Chunky Vegetable Soup (From Food Doctor/ a List Diet) image

This soup is one of the three soup suggested in the Seven Day Diet from A-list diet (Food Doctor). The two other soup recipes are also posted - Clear soup and Tomato and rosemary soup. This vegetable-based soup provides your body with a high degree of easily absorbed nutrients, together with vital fiber and liquid.
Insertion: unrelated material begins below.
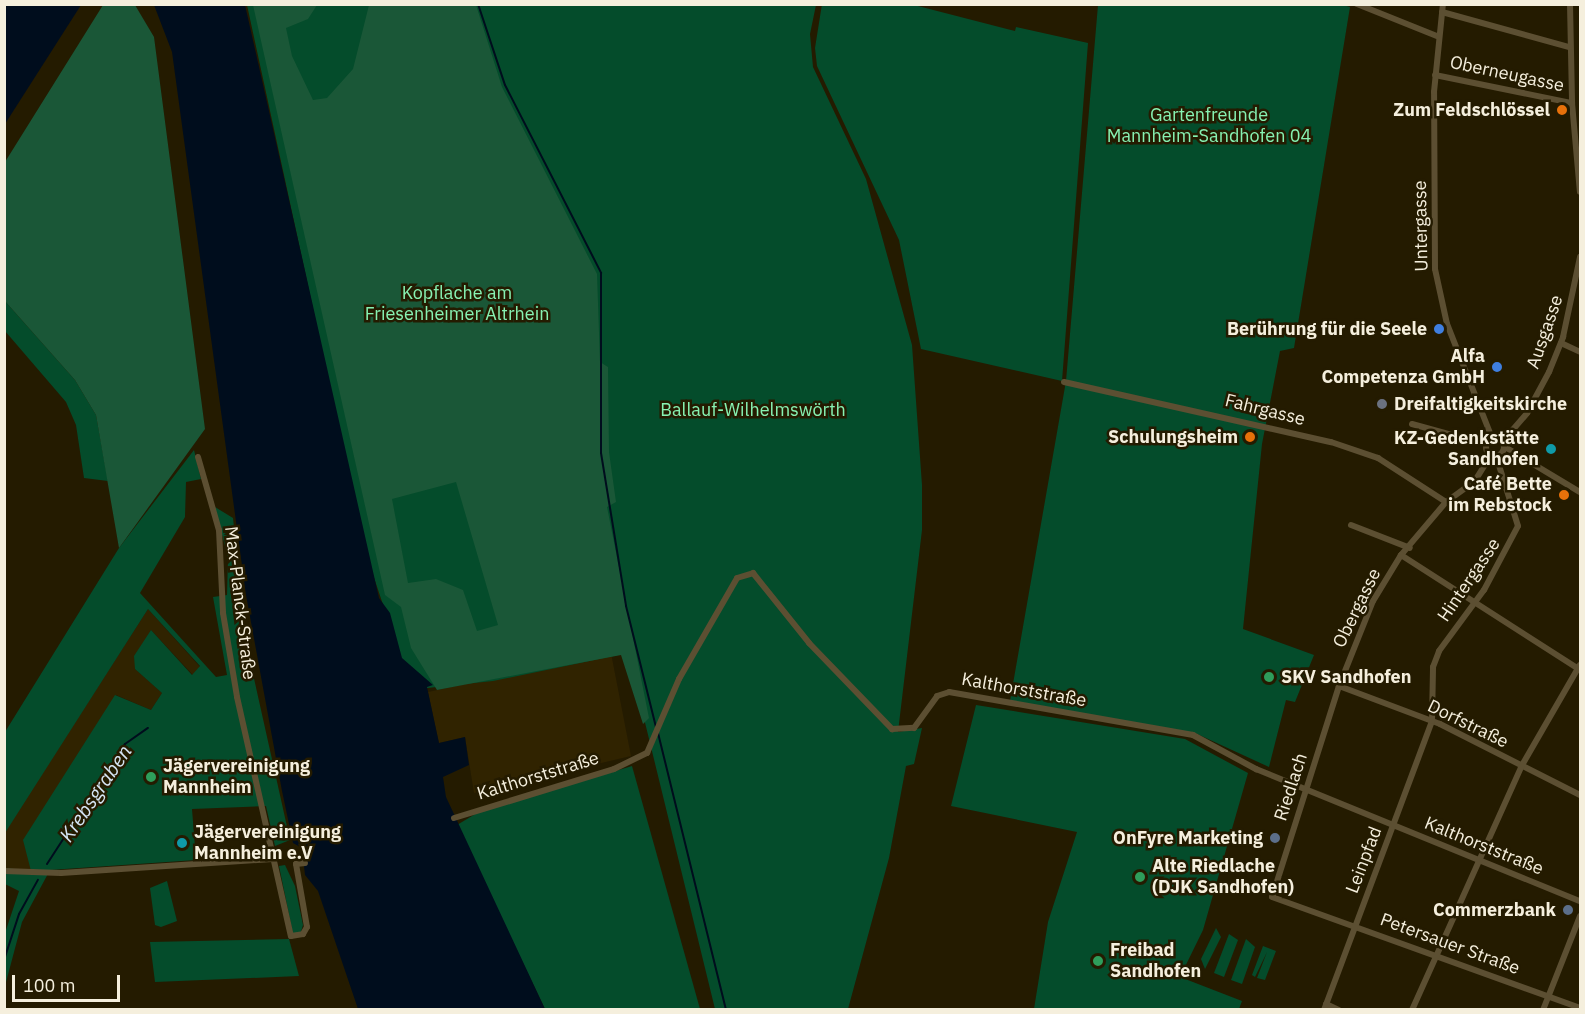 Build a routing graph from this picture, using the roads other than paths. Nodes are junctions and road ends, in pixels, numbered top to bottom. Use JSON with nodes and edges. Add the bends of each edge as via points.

It will also help to promote better digestive health, which is the main goal of the Food Doctor eating plan

Provided by Babibu

Categories     One Dish Meal

Time 40m

Yield 3 meals, 3 serving(s)

Number Of Ingredients 12

1 teaspoon caraway seed
1 teaspoon cumin seed
1 medium onion, diced
1 garlic clove, crushed
1/2 lb winter squash such as acorns or 1/2 lb butternut squash, peeled and cut into small cubes
1/2 small green cabbage, shredded
1 small head broccoli, broken into florets
1 stick celery, sliced
1 small carrot, diced
1/2 medium leek, finely sliced
6 cups vegetable stock or 1 1/2 tablespoons yeast free bouillon powder to 6 cups water
1 bay leaf

Steps:

  • Put the seeds in a small, heavy pan and toast over medium heat for a few minutes until lightly browned.
  • Gently heat two tablespoons of olive oil in a large pan and soften the onion and garlic for five minutes.
  • Add the rest of the vegetables and seeds.
  • Heat them together in the oil for another five minutes or so.
  • Add just enough stock to cover the vegetables and simmer for ten minutes.
  • Add the remaining stock and the bay leaf.
  • Season with black pepper and simmer, covered, for about 20 minutes until all vegetables are cooked.
  • Serve.
  • Store the remaining portions you want to keep in the refrigerator or freezer.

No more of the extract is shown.